It’s possible to measure the changing potential difference across the capacitor using:

• A voltmeter and stopwatch.
• An oscilloscope (whether cathode ray or digital, for example a Picoscope).
• A datalogger.

The circuit will be similar whichever approach you use. A meter connected in parallel across the resistor R measures V. With the switch connected at A, the capacitor C charges (almost instantly, since there is negligible resistance in the circuit). When the switch is flicked to position B the capacitor discharges through the resistor, with both the current and voltage decreasing exponentially.

In their experiments, both Alom and Carol do without a two-way switch and instead simply disconnect the capacitor from the power supply to make it discharge through the resistor.

As Alom mentions in the introduction, the uses of capacitors are quite interesting for giving the students some context here. He refers to a previous film:

In core practical film, Alom uses Edu-lab data loggers (see below for approximate costings), but there are many alternatives. You could also use a digital oscilloscope which stores data, or a computer-based ‘Picoscope’ or similar which functions equivalently.

From 1’32” in the film Alom suggests that students can check the discharge curve is exponential by seeing if there is a constant half-life (the time taken for the potential difference to fall by a half). Or, better, to measure the time constant and if it that is… er… constant (the time constant is the time taken for the measured potential difference to drop to 1/e of its original value – see the graph above).

Earlier in the film, Alom chooses values for C and R which multiply to give a time constant which is measurable: neither too fast nor too slow. In this case:

\(C = 4700~\mathrm{\mu F}\)
\(R = 10~\mathrm{k\Omega}\)
So time constant \(\tau = 4700\times10^{-6} \cdot 10 \cdot 10^3 = 47~\mathrm{s}\)

The exponential equation:

\(V = V_{0}e^{-t/RC}\)

is one which students will need to be able to handle. Alom shows how to manipulate this into the form of a straight-line graph. First, take natural logs of both sides:

\(ln(V) = ln(V_0) – \frac{t}{RC}\)

Compare with:

\(y = mx + c\)

If \(ln(V)\) is plotted on the y-axis against \(t\) on the x-axis, then \(ln(V_0)\) will be the y-intercept and \(-\frac{1}{RC}\) the gradient, hence \(C\) if \(R\) is known.

Resistor colour code

This might be a useful opportunity to show students the resistor colour code:

• Wikipedia page.
• The best little web app we’ve found for calculating and interpreting resistor bands. —Seriously, this page is awesome. We have it as a shortcut on our browser toolbars.

Questions

You might like to ask your students:

• Why is a datalogging method appropriate for this practical?
• Does it matter which way round we connect the capacitor? (see Carol’s comment at 3’21”).
• For how long should we time the discharge?
• What would happen if we instead measured V while the capacitor charges?
• Why process the data so we get a straight line graph? Why is this better than a curve?
• What should the units of \(ln(V)\) be?

Carol uses a multimeter as a voltmeter and a stopclock to do the timing manually. She suggests measuring V every ten seconds: it’s hard to record it any more frequently, but take less frequent measurements and the graph will be hard to draw, with too few data points. Any voltmeter will do: digital, analogue, multimeter, or even an oscilloscope.

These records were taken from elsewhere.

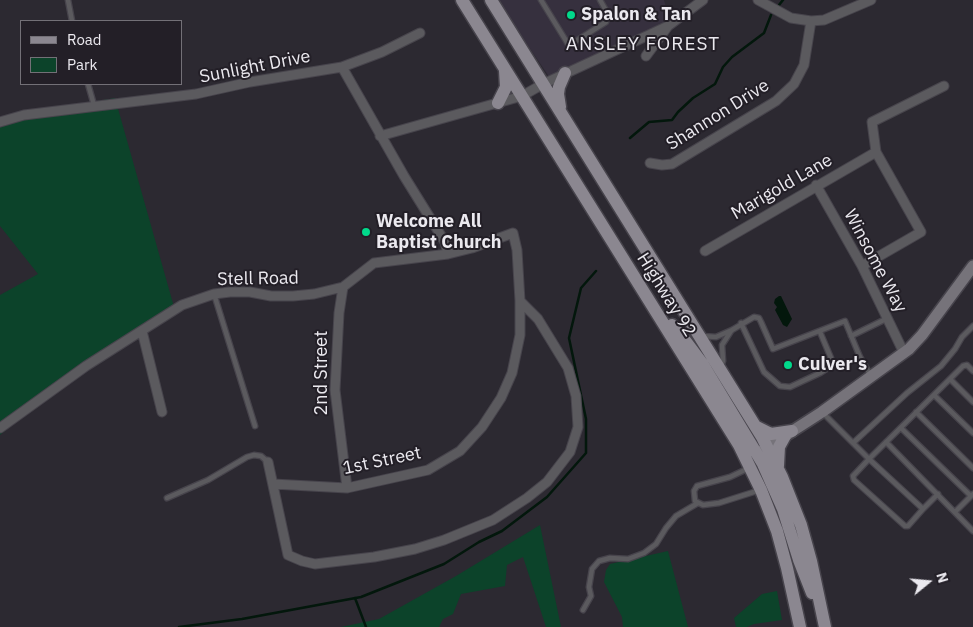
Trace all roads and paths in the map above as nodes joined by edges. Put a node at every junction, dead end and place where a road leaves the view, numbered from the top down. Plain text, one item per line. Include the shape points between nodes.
1 (68, 0) edge
2 (462, 0) edge
3 (491, 0) edge
4 (541, 0) edge
5 (600, 0) edge
6 (703, 0) edge
7 (758, 0) edge
8 (871, 0) edge
9 (72, 20) edge
10 (811, 21) junction
11 (668, 26) junction
12 (420, 33) dead end
13 (646, 56) dead end
14 (342, 67) junction
15 (504, 68) junction
16 (565, 73) junction
17 (543, 84) junction
18 (88, 85) edge
19 (944, 86) dead end
20 (522, 96) junction
21 (498, 103) junction
22 (94, 106) junction
23 (562, 114) junction
24 (0, 122) edge
25 (380, 136) junction
26 (876, 152) junction
27 (650, 163) dead end
28 (816, 185) junction
29 (513, 233) joint
30 (705, 251) dead end
31 (448, 254) junction
32 (862, 266) junction
33 (973, 266) edge
34 (343, 287) junction
35 (214, 294) junction
36 (520, 301) junction
37 (888, 318) junction
38 (742, 323) junction
39 (973, 326) edge
40 (732, 330) junction
41 (142, 331) junction
42 (820, 332) junction
43 (700, 335) junction
44 (851, 336) junction
45 (904, 353) junction
46 (720, 367) junction
47 (973, 371) edge
48 (871, 377) junction
49 (950, 379) junction
50 (934, 395) junction
51 (973, 402) edge
52 (162, 412) dead end
53 (822, 412) junction
54 (916, 412) junction
55 (255, 426) dead end
56 (756, 426) junction
57 (0, 428) edge
58 (901, 428) junction
59 (973, 433) edge
60 (788, 434) junction
61 (886, 442) junction
62 (853, 443) junction
63 (755, 457) junction
64 (869, 459) junction
65 (268, 462) joint
66 (973, 468) edge
67 (779, 471) junction
68 (273, 484) junction
69 (347, 488) junction
70 (761, 490) junction
71 (938, 494) junction
72 (972, 495) edge
73 (167, 498) dead end
74 (698, 503) junction
75 (923, 509) junction
76 (955, 512) junction
77 (973, 531) edge
78 (792, 590) junction
79 (821, 608) junction
80 (583, 610) dead end
81 (800, 627) edge
82 (808, 627) edge
83 (825, 627) edge

1 - 9 lane
2 - 15 main road, Highway 92
3 - 17 main road, Highway 92
4 - 5 lane via 568,44 606,22 608,14
6 - 11 street
7 - 10 street via 791,18
8 - 10 street via 824,20
10 - 27 street, Shannon Drive via 804,64 794,84 776,101 672,164
11 - 13 street
11 - 16 street
12 - 14 street, Sunlight Drive
14 - 22 street, Sunlight Drive via 196,94
14 - 25 street
15 - 20 main road, Highway 92
15 - 21 main road via 506,88
16 - 17 street
16 - 23 main road via 558,94
17 - 20 street
17 - 23 main road, Highway 92
18 - 22 lane
19 - 26 street via 872,122
20 - 21 street
20 - 63 main road, Highway 92 via 657,312 695,352
21 - 25 street
22 - 24 street, Sunlight Drive via 24,115
23 - 43 main road, Highway 92
25 - 31 street via 445,242
26 - 28 street, Marigold Lane
26 - 32 street via 921,232
28 - 30 street, Marigold Lane
28 - 32 street, Winsome Way
29 - 31 street, Stell Road
29 - 36 street, 1st Street
31 - 34 street, Stell Road via 374,263
32 - 37 street, Winsome Way
33 - 45 street via 922,335
34 - 35 street, Stell Road via 293,296 250,292
34 - 69 street, 2nd Street via 335,390
35 - 41 street, Stell Road via 182,306
35 - 55 lane
36 - 68 street via 538,319 568,368 576,396 578,427 570,452 547,482 527,498 493,520 444,540 374,557 315,564 288,555
36 - 69 street, 1st Street via 520,335 512,373 501,398 477,433 460,451 428,470
37 - 44 lane
37 - 45 street, Winsome Way
38 - 40 lane
38 - 42 lane via 758,318 773,349
38 - 42 lane via 764,372 780,386 790,387 830,366 831,358
39 - 62 lane via 941,366
40 - 43 lane via 716,337
40 - 46 lane via 722,345
41 - 52 street
41 - 57 street, Stell Road
42 - 44 lane via 845,321
43 - 46 main road, Highway 92
44 - 48 lane
45 - 48 street
46 - 56 main road, Highway 92
47 - 49 lane via 967,365 963,366
48 - 53 street
49 - 50 lane
49 - 51 lane
50 - 54 lane
50 - 59 lane
53 - 60 street
53 - 62 lane
54 - 58 lane
54 - 66 lane
56 - 60 main road via 771,434
56 - 63 main road, Highway 92
58 - 61 lane
58 - 72 lane
60 - 63 street
60 - 67 main road via 780,447
61 - 64 lane
61 - 71 lane
62 - 64 lane
63 - 67 main road, Highway 92
63 - 70 main road, Highway 92
63 - 74 lane via 730,477 697,486 694,491 695,502
63 - 79 main road via 778,496 809,587
64 - 75 lane
64 - 75 lane via 853,476 854,480 905,526
65 - 68 street
65 - 73 lane via 261,456 247,457 208,480
67 - 79 main road, Highway 92 via 804,537
68 - 69 street, 1st Street
70 - 74 lane via 719,503
70 - 78 main road, Highway 92 via 782,546
71 - 75 lane
71 - 76 lane
72 - 76 lane
74 - 80 lane via 676,516 656,544 644,553 628,560 610,558 599,561 592,569 591,596
76 - 77 lane
78 - 81 main road, Highway 92
78 - 82 main road
79 - 83 main road, Highway 92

Students could be challenged to find an unknown capacitance by measuring the time constant obtained with a particular resistor. In the film, Carol explains that some preliminary runs will be needed to test the circuit and to ensure they have a suitably measurable time constant.

This method lends itself to the use of ICT, in that students can put their data into a spreadsheet and manipulate them into a straight line for (as shown above). Alternatively, data can be processed by hand.

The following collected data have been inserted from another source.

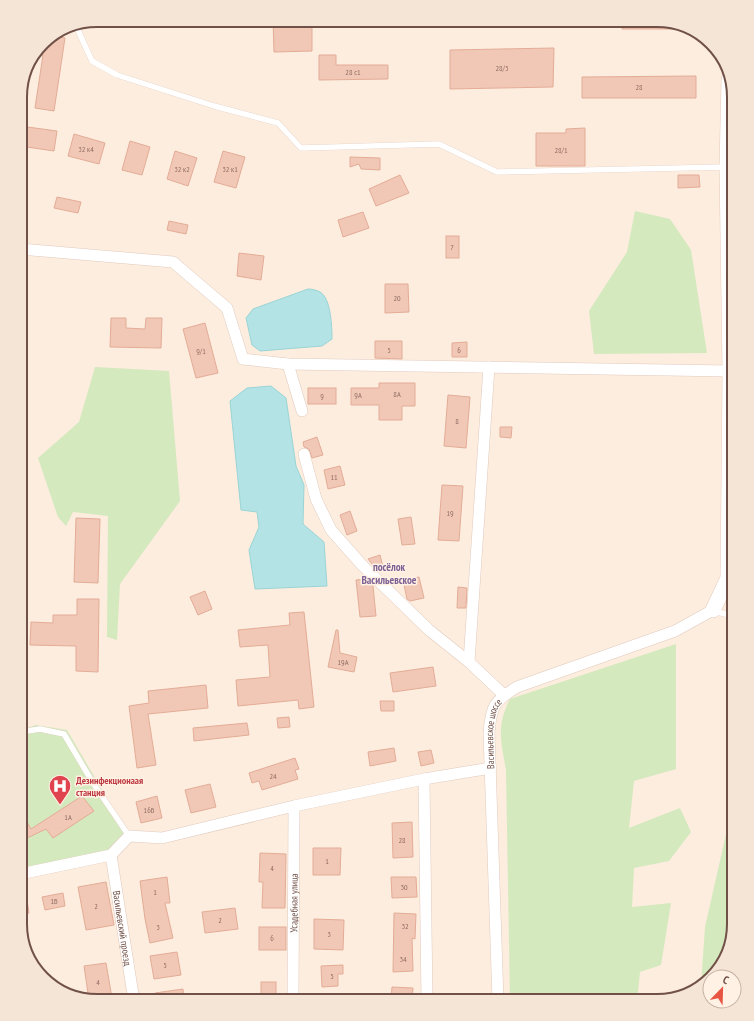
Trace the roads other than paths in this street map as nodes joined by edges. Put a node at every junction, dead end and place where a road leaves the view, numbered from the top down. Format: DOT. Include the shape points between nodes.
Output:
graph roads {
  1 [pos="78,30"];
  2 [pos="727,167"];
  3 [pos="27,250"];
  4 [pos="288,364"];
  5 [pos="489,367"];
  6 [pos="727,371"];
  7 [pos="302,411"];
  8 [pos="304,454"];
  9 [pos="727,580"];
  10 [pos="713,610"];
  11 [pos="727,614"];
  12 [pos="468,662"];
  13 [pos="504,695"];
  14 [pos="27,731"];
  15 [pos="491,768"];
  16 [pos="424,779"];
  17 [pos="294,806"];
  18 [pos="130,836"];
  19 [pos="111,855"];
  20 [pos="27,873"];
  21 [pos="133,994"];
  22 [pos="293,994"];
  23 [pos="427,994"];
  24 [pos="498,994"];
  1 -- 2 [label="lane" via="92,61 117,76 278,123 301,148 439,144 497,172"];
  3 -- 4 [label="street" via="173,262 227,308 243,359"];
  4 -- 5 [label="street"];
  4 -- 7 [label="street"];
  5 -- 6 [label="street"];
  5 -- 12 [label="street"];
  8 -- 12 [label="street" via="316,499 331,530 362,565 429,630"];
  9 -- 10 [label="street"];
  10 -- 11 [label="lane"];
  10 -- 13 [label="street, Васильевское шоссе" via="675,631 518,687"];
  12 -- 13 [label="street"];
  13 -- 15 [label="street, Васильевское шоссе" via="494,704 490,719"];
  14 -- 18 [label="lane" via="40,728 64,734 92,783"];
  15 -- 16 [label="street"];
  15 -- 24 [label="street, Васильевское шоссе"];
  16 -- 17 [label="street"];
  16 -- 23 [label="street"];
  17 -- 18 [label="street" via="162,838"];
  17 -- 22 [label="street, Усадебная улица"];
  18 -- 19 [label="street"];
  19 -- 20 [label="street"];
  19 -- 21 [label="street, Васильевский проезд"];
}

You might as your students:

• Why do we not need to worry about starting the timing immediately the discharge begins? (This will test their understanding of the exponential decay function.)
• What are the causes of uncertainty in the experiment – not only our measurements, but the manufacturers’ tolerances for their components?
• How can we reduce the uncertainty in our readings?

Since \(Q = CV\), a large capacitor charged to a huge voltage stores a lot of charge, which will lead to a high initial charging or discharging current, with consequent heating effect. The values used in the film (and noted above) offer a good guide to what works well – and safely.

Capacitors should not be charged to a voltage higher than that stated on their labelling or product information sheets. Electrolytic capacitors should be connected with the correct polarity.

It’s also important to ensure the capacitor is discharged before touching it: disconnect the power, then operate the circuit to discharge the capacitor through the resistance before dismantling the apparatus.

The Edu-logger system used in the film sells for around:

• £45 for the voltage sensor
• £43 for the USB module to connect to a PC (standalone display/tablet/smartphone alternatives are available).
• £43 for a battery module.

Those figures are without VAT. Other systems are available for similar prices, or you can spend considerably more on systems with increasing levels of flexibility. Most suppliers will offer discounts on bulk orders.